CMK’nın 135. maddesi kapsamında iletişimin dinlenmesi sonucunda elde edilen telefon görüşme içerikleri belirti/emare delili olup tek başına hükme esas alınamazlar.
Yargıtay 16. Ceza Dairesi
Esas No: 2020/7753
Karar No: 2021/3067
Karar Tarihi: 19.04.2021
Mahkemesi: Ağır Ceza Mahkemesi
Suç: Silahlı terör örgütüne üye olma
Hüküm: Yeniden yargılama sonunda; Adana 7. Ağır Ceza Mahkemesinin 07.12.2011 tarih ve 2008/238-2011/265 sayılı hükmünün CMK 323/1 maddesi gereğince onaylanması
Dosya incelenerek gereği düşünüldü:
Aksaray 1. Ağır Ceza Mahkemesinin 06.10.2020 tarih ve 2019/482-2020/238 sayılı yeniden yargılama sonucunda hükümlünün kesinleşen mahkumiyet hükmünün onaylanmasına ilişkin karar, hükümlü müdafii tarafından temyiz edilmekle;
I-YARGILAMANIN YENİLENMESİ:
A)Genel Olarak:
Kesin hükümde yer alan adli hataların düzeltilmesine ve hükümlü hakkında aynı fiil nedeniyle tekrar muhakeme yapılmasına imkan tanıyan yargılamanın yenilenmesi, olağanüstü kanun yollarının bir çeşidini oluşturmaktadır.

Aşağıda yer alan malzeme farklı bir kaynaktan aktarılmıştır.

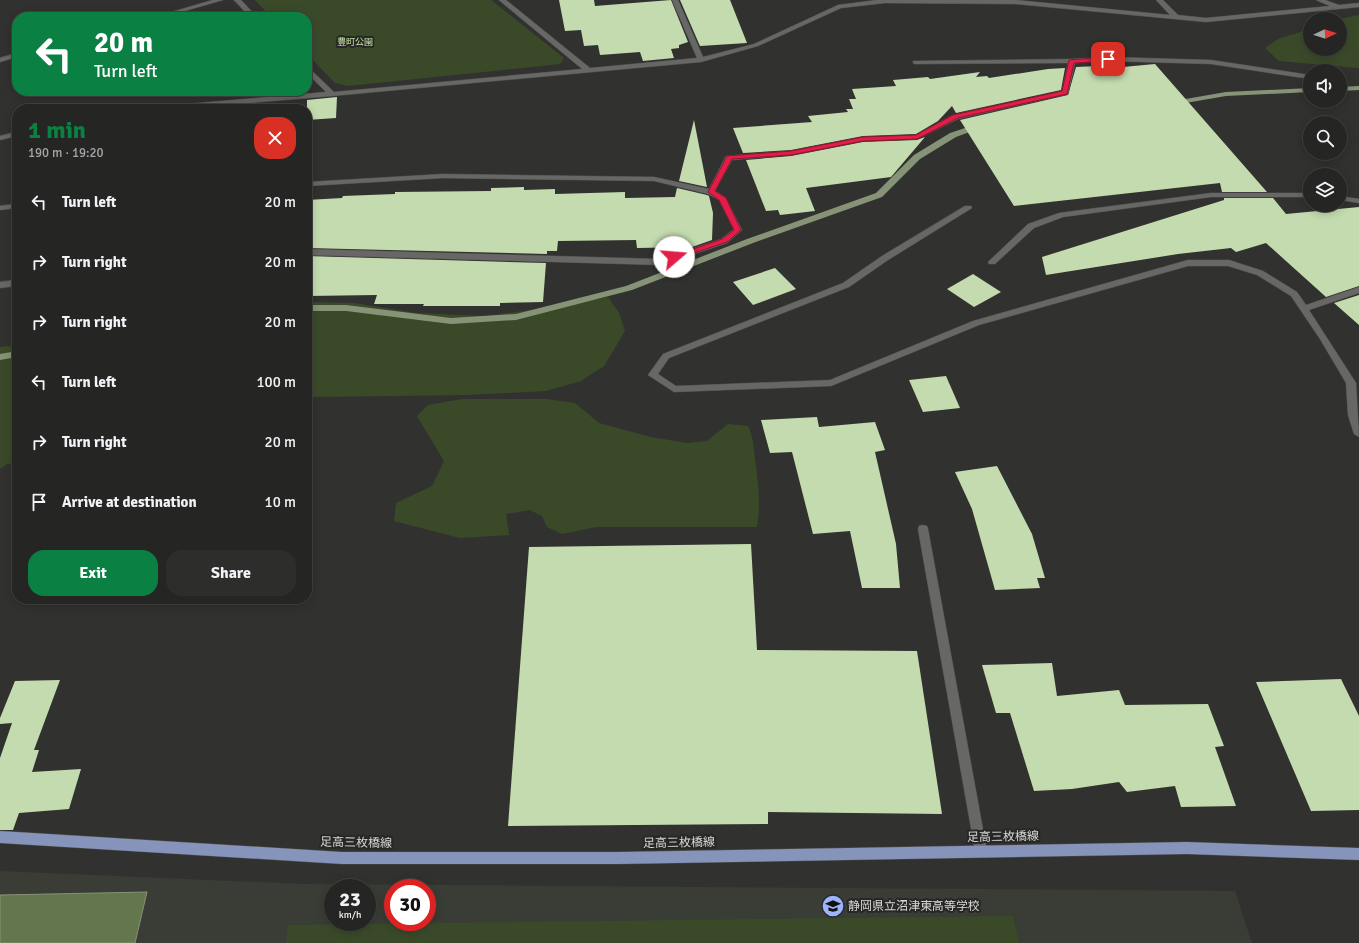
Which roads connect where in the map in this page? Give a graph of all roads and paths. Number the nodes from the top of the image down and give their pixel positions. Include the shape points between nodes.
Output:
1 (220, 0) edge
2 (237, 0) edge
3 (502, 0) edge
4 (675, 0) edge
5 (1159, 0) edge
6 (1320, 0) edge
7 (996, 1) edge
8 (838, 3) edge
9 (1359, 5) edge
10 (1342, 8) junction
11 (176, 12) edge
12 (249, 12) edge
13 (1176, 17) junction
14 (12, 56) edge
15 (0, 60) edge
16 (700, 60) junction
17 (1072, 61) junction
18 (915, 62) dead end
19 (588, 70) junction
20 (312, 74) edge
21 (1303, 76) edge
22 (332, 94) junction
23 (308, 96) edge
24 (312, 96) edge
25 (212, 104) edge
26 (12, 135) edge
27 (0, 138) edge
28 (312, 184) edge
29 (711, 192) junction
30 (1303, 195) edge
31 (1347, 199) edge
32 (1359, 201) edge
33 (12, 207) edge
34 (0, 208) edge
35 (968, 208) dead end
36 (312, 252) edge
37 (992, 262) dead end
38 (12, 284) edge
39 (0, 285) edge
40 (1359, 290) edge
41 (1304, 309) junction
42 (1355, 381) edge
43 (1359, 434) edge
44 (923, 529) dead end
45 (0, 837) edge
46 (980, 851) junction
47 (1359, 854) edge

1 - 11 street
2 - 12 street
3 - 19 street
4 - 16 street
5 - 13 street
6 - 10 street
7 - 8 street
7 - 13 street
8 - 16 street via 756,45
9 - 10 street
10 - 13 street via 1206,20
14 - 15 street
16 - 19 street
17 - 18 street
17 - 21 street via 1108,59 1211,62
17 - 29 street via 1065,92 956,117 917,137 863,139 791,153 729,158
19 - 22 street
20 - 22 street
22 - 24 street
23 - 25 street
26 - 27 street
28 - 29 street via 443,176 654,179
29 - 36 street via 722,198 738,230 724,241 661,262
30 - 37 street via 1211,195 1062,215 1031,226
31 - 32 street
33 - 34 street
35 - 41 street via 846,285 666,356 653,375 674,389 831,383 976,323 1188,263 1229,263 1260,273 1294,294
38 - 39 street
40 - 41 street
41 - 42 street
42 - 43 street via 1353,415
44 - 46 street
45 - 46 main road, 足高三枚橋線 via 342,858 618,858
46 - 47 main road, 足高三枚橋線 via 1187,848

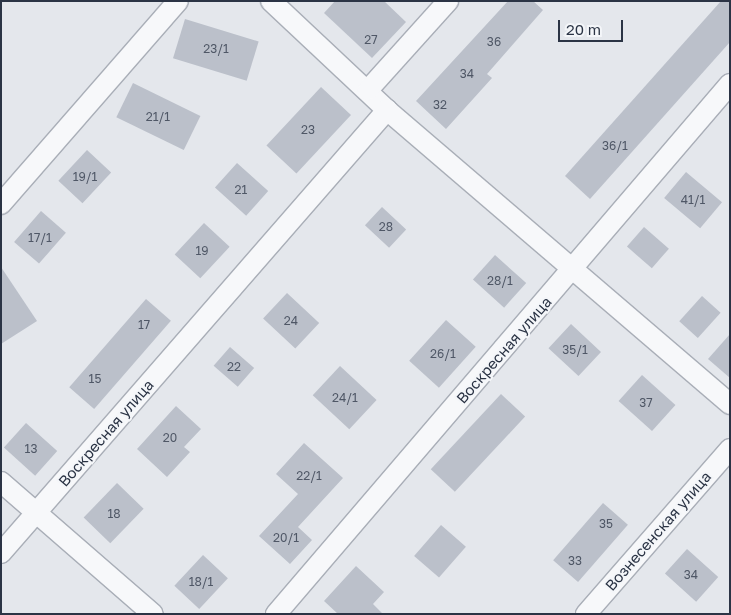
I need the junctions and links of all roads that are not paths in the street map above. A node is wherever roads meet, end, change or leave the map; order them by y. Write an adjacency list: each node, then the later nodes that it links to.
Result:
1 (178, 1): 7 (street)
2 (271, 1): 5 (street)
3 (448, 1): 5 (street)
4 (730, 84): 8 (street, Воскресная улица)
5 (368, 90): 6 (street)
6 (388, 110): 8 (street); 12 (street, Воскресная улица)
7 (1, 204)
8 (572, 271): 9 (street); 15 (street, Воскресная улица)
9 (730, 404)
10 (730, 449): 16 (street, Вознесенская улица)
11 (1, 482): 12 (street)
12 (37, 512): 13 (street, Воскресная улица); 14 (street)
13 (1, 553)
14 (153, 614)
15 (276, 614)
16 (586, 614)

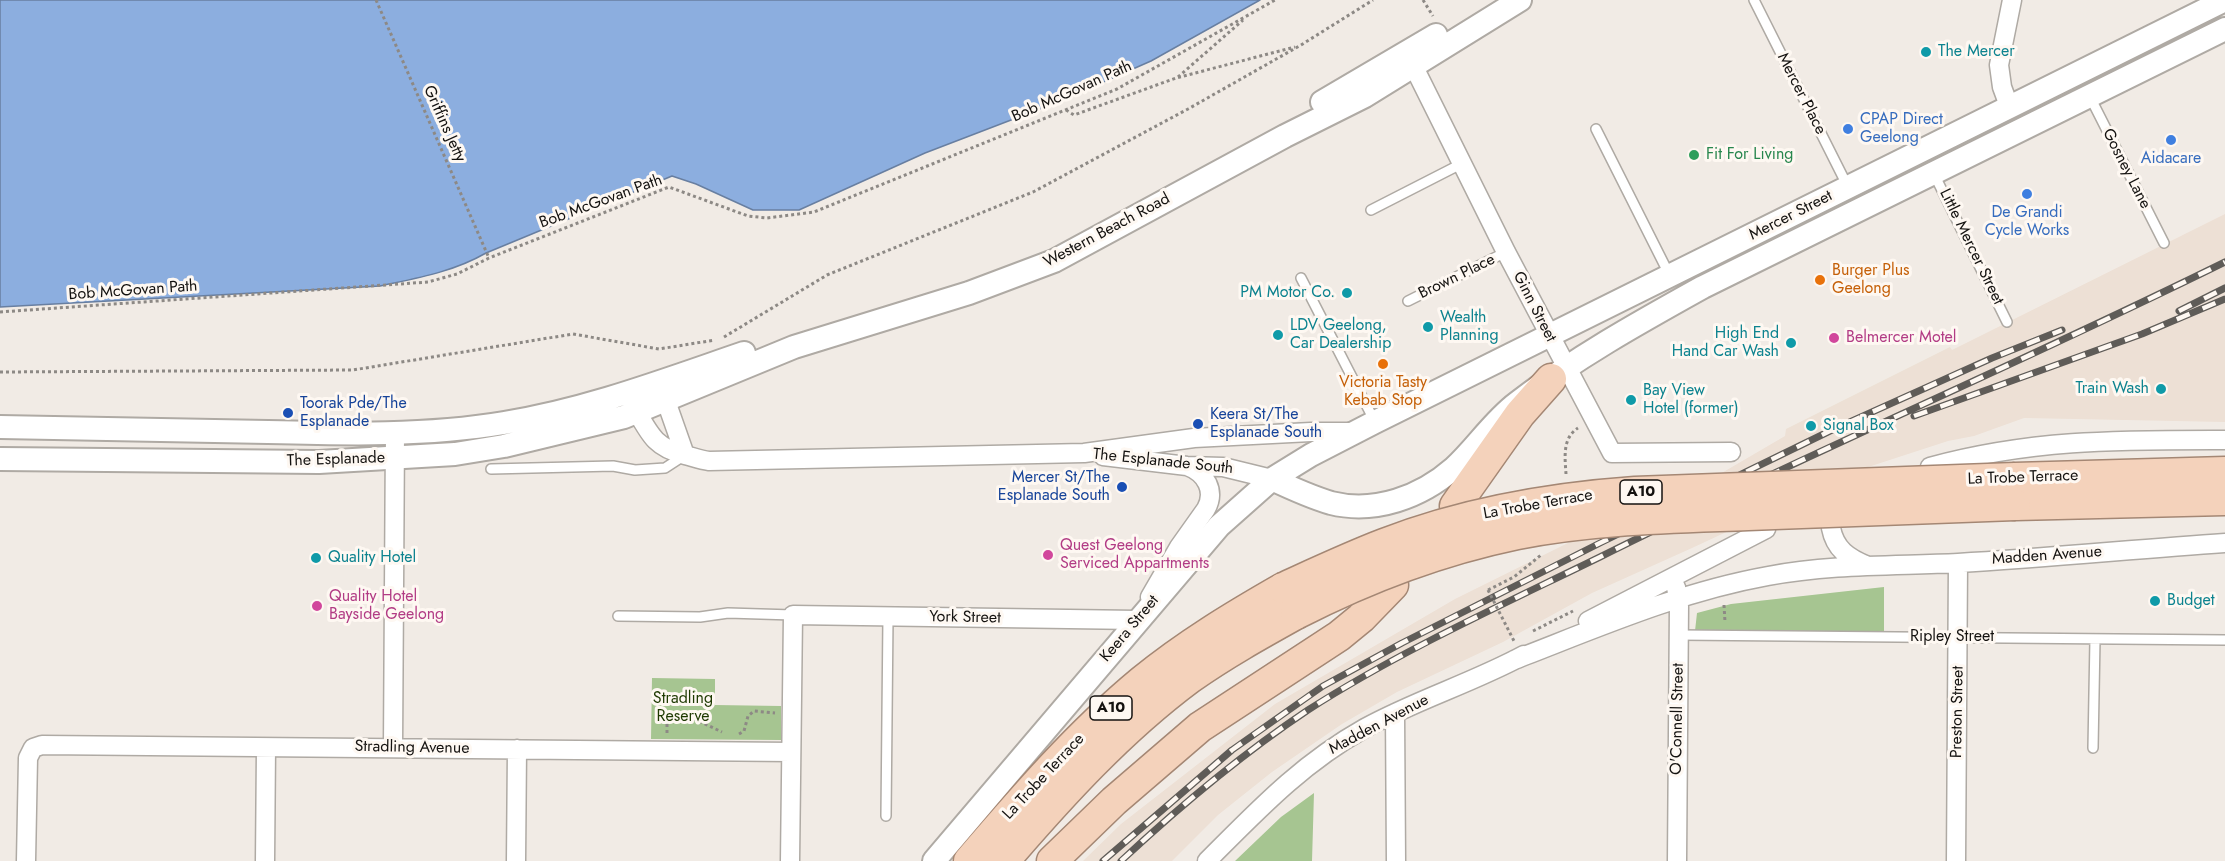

Kesin hüküm; doğruluğu hukuken kabul edilen ve artık tartışılmayan bir mahkeme kararıdır. İstisnai olsa da uyuşmazlığın çözümünde “adli hata” denilen yanlışlıklar yapılmış olduğu sonradan öğrenilebilir. Bazı önemli hataların giderilebilmesi ve hakikatin araştırılması bu şekilde maddi gerçeğe ulaşılabilmesi “olağanüstü kanun yolu” ile mümkün olabilecektir.
“Bu yolun istisnai olarak kabul edilmesinin nedeni, doğruluğu hukuken tartışılmayan “kesin hükmün” temellerinin bazı hallerde sarsılmış olması hükmün artık bu temel üzerinde oturmasının mümkün olmamasına dayanmaktadır. Hukuk barışının ve güvenliğinin sağlanması ne kadar önemli ise de, hukuka olan güvenin sağlanması da en az bu kadar önemlidir. Temelleri olmayan bir hüküm hukuk düzeni tarafından kabul edilemez. Bu nedenle yargılamanın yenilenmesi yolu, sadece çok istisnai hallerde mahkeme kararı ile açılabilmektedir.” (Yenisey-Nuhoğlu, CMK 4. baskı 962. syf.)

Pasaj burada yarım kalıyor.